Participants only saw one of these conditions, so they were unable to directly compare the two conditions as you did here. We then asked for their judgments of the doctor’s warmth and competence. (For the methodologically astute, we also asked about their mood to ensure any effect we saw of empathic nonverbal behavior was not attributable to mood—it wasn’t.)
Our results provide evidence that doctors displaying empathic nonverbal behavior are perceived as both warmer and more competent. It appears the horns of the dilemma may be illusory and that there is no warmth/competence trade-off in this situation after all. Our findings might reflect a changing concept of the role of doctors in our society. No longer are they judged solely on their technical competence—that is, their ability to perform medical procedures. Rather they may increasingly be judged on their interpersonal competence—that is, their ability to navigate the difficult social interactions inherent in managing patients’ illness and wellness.
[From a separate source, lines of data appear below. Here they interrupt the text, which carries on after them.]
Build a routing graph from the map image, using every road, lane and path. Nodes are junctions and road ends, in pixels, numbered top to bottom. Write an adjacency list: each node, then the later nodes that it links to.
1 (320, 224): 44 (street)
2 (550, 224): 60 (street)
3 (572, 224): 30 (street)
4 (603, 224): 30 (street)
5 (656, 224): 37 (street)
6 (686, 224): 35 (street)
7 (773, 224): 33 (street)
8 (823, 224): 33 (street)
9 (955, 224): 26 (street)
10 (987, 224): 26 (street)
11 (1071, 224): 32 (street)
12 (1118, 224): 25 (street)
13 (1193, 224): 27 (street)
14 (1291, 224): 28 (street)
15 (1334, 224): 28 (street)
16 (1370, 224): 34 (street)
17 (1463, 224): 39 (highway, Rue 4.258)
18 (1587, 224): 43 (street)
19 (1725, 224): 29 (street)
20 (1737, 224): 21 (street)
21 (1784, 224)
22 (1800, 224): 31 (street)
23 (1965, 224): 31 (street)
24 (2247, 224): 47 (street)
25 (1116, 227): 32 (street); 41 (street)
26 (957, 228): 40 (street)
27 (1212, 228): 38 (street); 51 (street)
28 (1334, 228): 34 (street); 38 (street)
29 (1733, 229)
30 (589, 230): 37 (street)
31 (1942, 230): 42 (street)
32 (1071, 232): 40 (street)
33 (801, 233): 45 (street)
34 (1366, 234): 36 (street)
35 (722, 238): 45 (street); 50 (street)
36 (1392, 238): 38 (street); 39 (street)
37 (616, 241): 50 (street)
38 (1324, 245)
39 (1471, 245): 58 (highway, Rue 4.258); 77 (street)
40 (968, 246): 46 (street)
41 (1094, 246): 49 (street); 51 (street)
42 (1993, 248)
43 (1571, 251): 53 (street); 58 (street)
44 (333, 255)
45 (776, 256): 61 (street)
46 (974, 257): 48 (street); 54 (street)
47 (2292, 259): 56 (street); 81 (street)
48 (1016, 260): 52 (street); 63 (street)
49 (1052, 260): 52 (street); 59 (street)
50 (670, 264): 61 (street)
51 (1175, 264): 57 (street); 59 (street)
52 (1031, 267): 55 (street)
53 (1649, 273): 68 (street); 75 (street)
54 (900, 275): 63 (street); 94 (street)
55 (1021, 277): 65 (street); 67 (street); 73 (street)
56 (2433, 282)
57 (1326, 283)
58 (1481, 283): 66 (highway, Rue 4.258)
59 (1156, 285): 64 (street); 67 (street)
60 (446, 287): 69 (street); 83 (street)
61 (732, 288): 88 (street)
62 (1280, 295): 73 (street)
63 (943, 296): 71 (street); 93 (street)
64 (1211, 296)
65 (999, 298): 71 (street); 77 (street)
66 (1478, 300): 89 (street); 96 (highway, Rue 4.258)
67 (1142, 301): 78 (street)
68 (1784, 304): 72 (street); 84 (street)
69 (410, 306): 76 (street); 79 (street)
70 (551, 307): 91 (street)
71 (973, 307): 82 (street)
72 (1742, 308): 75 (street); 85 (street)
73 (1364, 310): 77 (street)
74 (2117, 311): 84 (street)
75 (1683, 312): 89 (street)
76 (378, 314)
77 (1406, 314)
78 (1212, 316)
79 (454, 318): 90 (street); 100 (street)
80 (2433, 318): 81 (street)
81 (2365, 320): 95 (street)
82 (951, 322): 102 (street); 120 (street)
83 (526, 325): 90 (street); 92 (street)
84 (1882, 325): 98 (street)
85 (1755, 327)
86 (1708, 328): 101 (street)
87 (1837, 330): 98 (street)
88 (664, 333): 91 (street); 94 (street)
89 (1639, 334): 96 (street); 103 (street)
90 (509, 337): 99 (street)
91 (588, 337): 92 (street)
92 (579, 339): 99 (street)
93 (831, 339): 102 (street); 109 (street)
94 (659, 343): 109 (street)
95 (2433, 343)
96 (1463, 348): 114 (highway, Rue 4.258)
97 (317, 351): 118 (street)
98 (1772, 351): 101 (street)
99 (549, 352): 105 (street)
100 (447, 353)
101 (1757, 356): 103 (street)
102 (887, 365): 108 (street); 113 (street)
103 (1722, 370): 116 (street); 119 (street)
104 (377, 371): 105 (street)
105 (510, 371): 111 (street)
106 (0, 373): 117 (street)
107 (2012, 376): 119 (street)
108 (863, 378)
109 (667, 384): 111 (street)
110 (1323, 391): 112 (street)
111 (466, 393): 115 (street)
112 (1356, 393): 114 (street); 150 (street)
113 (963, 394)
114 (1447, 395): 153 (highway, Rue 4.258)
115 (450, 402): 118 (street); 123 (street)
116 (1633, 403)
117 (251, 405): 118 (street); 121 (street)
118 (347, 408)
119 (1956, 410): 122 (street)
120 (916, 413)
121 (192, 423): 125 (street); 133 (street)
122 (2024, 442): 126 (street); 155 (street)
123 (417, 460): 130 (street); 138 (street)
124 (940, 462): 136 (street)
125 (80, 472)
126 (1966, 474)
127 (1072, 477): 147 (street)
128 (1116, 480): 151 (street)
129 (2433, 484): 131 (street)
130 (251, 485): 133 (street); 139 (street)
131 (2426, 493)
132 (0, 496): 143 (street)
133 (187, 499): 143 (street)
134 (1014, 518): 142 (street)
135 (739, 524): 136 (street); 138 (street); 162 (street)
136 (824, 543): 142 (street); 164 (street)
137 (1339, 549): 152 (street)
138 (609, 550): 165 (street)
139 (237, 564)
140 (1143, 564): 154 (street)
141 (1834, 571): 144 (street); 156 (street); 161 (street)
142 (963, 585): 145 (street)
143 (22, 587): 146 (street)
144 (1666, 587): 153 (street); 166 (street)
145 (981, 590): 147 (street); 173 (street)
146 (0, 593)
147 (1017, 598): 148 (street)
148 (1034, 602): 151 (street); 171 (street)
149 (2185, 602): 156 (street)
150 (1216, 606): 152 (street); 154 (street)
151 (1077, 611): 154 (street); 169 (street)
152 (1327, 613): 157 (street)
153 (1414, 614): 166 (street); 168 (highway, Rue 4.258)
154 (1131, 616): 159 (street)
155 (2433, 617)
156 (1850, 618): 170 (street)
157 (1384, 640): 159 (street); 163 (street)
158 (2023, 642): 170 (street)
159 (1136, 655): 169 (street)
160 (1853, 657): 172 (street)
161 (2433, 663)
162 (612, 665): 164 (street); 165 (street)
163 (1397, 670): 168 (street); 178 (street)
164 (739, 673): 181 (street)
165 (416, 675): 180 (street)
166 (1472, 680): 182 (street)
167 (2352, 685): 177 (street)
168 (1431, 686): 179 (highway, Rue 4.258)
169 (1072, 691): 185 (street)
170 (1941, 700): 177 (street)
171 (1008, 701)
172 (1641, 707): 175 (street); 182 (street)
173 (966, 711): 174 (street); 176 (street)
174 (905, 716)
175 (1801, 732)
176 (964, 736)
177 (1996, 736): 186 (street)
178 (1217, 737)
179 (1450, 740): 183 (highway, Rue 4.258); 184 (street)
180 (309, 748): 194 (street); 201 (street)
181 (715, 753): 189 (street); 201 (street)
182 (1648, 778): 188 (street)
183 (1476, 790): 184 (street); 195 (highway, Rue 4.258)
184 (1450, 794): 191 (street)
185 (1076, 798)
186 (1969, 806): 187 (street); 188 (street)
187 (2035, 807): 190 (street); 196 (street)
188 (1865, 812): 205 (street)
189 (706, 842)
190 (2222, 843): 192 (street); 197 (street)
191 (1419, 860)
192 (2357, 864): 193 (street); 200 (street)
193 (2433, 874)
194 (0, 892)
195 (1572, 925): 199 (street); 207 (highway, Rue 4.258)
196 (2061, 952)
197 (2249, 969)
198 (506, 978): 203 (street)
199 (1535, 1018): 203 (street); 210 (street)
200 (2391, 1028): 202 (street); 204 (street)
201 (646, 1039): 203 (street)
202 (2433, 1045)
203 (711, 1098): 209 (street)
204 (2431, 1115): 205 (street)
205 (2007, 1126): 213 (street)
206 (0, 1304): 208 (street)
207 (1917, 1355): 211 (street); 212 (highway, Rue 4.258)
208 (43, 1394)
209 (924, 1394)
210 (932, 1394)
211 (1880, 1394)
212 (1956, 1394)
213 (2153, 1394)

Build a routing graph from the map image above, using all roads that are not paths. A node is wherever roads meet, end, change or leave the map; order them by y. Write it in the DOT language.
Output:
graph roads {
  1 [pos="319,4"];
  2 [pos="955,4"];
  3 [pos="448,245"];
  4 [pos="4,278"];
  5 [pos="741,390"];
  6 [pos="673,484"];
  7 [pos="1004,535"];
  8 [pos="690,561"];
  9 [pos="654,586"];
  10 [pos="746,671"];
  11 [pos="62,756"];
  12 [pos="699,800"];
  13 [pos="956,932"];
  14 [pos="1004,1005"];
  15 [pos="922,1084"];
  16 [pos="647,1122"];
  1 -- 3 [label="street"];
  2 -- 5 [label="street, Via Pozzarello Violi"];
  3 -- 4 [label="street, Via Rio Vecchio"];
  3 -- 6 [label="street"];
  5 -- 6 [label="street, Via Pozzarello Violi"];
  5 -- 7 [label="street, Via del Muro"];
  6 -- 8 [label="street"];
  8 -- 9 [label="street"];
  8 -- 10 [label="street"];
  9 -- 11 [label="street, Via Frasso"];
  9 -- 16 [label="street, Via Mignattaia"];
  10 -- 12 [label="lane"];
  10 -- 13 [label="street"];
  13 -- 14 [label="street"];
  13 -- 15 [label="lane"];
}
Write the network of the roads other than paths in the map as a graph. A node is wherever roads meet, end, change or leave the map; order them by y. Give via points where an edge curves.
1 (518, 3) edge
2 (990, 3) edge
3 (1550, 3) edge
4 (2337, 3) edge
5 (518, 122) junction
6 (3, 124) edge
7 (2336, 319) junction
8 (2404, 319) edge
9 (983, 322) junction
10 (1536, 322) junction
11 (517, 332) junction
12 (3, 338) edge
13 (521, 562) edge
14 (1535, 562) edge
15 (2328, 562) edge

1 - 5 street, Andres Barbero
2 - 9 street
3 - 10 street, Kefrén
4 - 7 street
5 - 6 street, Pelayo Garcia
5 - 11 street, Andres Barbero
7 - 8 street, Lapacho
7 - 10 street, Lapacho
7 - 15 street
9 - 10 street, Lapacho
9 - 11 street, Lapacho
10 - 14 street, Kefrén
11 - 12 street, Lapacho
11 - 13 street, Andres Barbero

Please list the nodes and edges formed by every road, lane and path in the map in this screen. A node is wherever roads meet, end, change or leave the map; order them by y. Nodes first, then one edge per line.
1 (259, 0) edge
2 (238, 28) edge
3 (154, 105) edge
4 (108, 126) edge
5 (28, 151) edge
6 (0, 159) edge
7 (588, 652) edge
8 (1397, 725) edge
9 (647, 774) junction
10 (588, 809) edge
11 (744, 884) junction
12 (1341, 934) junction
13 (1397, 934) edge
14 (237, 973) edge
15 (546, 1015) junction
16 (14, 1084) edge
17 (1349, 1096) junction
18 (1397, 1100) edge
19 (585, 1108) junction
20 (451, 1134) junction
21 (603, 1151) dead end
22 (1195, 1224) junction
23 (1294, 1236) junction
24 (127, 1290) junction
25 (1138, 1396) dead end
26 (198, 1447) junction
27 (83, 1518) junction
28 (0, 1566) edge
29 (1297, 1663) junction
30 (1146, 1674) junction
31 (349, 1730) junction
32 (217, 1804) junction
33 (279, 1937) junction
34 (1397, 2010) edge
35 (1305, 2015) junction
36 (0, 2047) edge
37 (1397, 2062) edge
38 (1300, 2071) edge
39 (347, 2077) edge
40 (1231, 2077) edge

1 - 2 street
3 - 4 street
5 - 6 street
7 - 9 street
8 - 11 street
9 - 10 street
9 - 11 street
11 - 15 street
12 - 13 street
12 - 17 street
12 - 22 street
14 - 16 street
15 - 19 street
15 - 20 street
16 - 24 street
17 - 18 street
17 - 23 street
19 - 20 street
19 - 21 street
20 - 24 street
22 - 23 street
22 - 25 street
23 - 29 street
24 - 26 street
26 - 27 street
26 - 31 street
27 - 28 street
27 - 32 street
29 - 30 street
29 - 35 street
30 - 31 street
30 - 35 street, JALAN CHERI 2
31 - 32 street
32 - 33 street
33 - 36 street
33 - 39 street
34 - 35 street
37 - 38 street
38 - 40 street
This is, of course, not the final word. Among many limitations of our study is that it is “analogue,” or hypothetical; a similar intervention of nonverbal behavior in a genuine medical setting would generate results that would provide a firmer foundation for policy change. Still, given the benefits of clinician empathy for both doctors and patients, our study provides further evidence in favor of making empathy training an integral part of medical education.
In sum, our results suggest emphasizing empathy in doctors does not diminish but instead promotes patient perceptions of competence. Soft skills and hard knowledge may go hand in hand.